Publicado en enero de 2026 en The Economist
Extracto del artículo
«El 22 de septiembre marca el equinoccio de otoño y, al menos en el hemisferio norte, anuncia el lúgubre periodo de seis meses durante el cual las noches serán más largas que los días. Como resultado, millones de europeos del norte, hambrientos de sol, huirán a las playas del Caribe o del norte de África en busca de algunos rayos invernales. Sus médicos probablemente preferirían que se quedaran en casa. Además de envejecer la piel prematuramente, la radiación ultravioleta (UV) de la luz solar también altera el ADN. Esto provoca cáncer de piel, cuyas tasas mundiales no dejan de aumentar.
Y aunque algo de luz solar es necesaria para producir vitamina D, este nutriente también puede obtenerse de los alimentos o de pastillas. Por esa razón, los consejos de salud pública de las últimas décadas han tendido a hacer hincapié en evitar el sol, buscando la sombra, cubriéndose y utilizando crema solar. Pero tal vez ese consejo ha ido un poco demasiado lejos, al menos para los habitantes de países sombríos en latitudes altas. Un creciente conjunto de investigaciones apunta a que la luz solar aporta beneficios para la salud que van más allá de los que ofrece la vitamina D.
Entre ellos se incluye la protección contra las enfermedades cardíacas, el cáncer y las enfermedades autoinmunes. Un estudio publicado el año pasado, por ejemplo, examinó los datos médicos de 360.000 británicos de piel clara y descubrió que una mayor exposición a la radiación UV —ya sea por vivir en las zonas más soleadas del sur de Gran Bretaña en lugar de en el norte, más oscuro, o por utilizar regularmente camas solares— se correlacionaba con un riesgo de muerte un 12% y un 15% menor, respectivamente, incluso cuando se tenía en cuenta el mayor riesgo de cáncer de piel.

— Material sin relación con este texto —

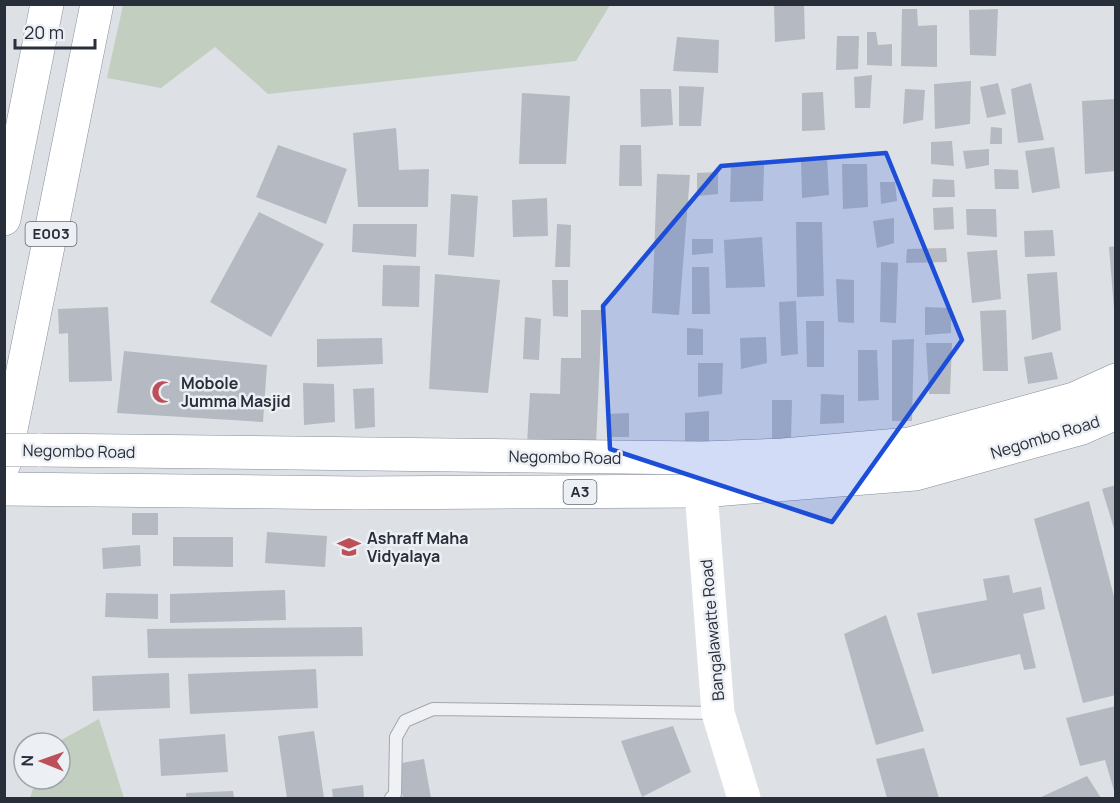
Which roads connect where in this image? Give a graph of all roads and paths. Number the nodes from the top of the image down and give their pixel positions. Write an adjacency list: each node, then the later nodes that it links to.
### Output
1 (47, 4): 3 (main road, E003)
2 (97, 4): 8 (main road, E003)
3 (4, 219)
4 (1116, 381): 7 (main road, Negombo Road / A3)
5 (1116, 414): 10 (main road, Negombo Road / A3)
6 (4, 450): 7 (main road, Negombo Road / A3, bridge)
7 (703, 458): 10 (main road, Bangalawatte Road)
8 (4, 464)
9 (19, 489): 10 (main road, Negombo Road / A3)
10 (701, 491): 11 (main road, Bangalawatte Road)
11 (718, 713): 12 (lane); 13 (main road, Bangalawatte Road)
12 (391, 798)
13 (744, 798)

Esto coincide con los resultados de otro gran estudio publicado una década antes. Dirigido por Pelle Lindqvist, epidemiólogo del Instituto Karolinska de Estocolmo, realizó un seguimiento de 30.000 mujeres suecas durante 20 años. Del mismo modo, descubrió que, incluso tras corregir factores como la edad, la riqueza y la salud, la conducta de búsqueda de sol se asociaba a una menor probabilidad de muerte por cualquier causa. Las personas con mayor exposición al sol tenían solo la mitad de riesgo de morir en comparación con las que tenían menor exposición».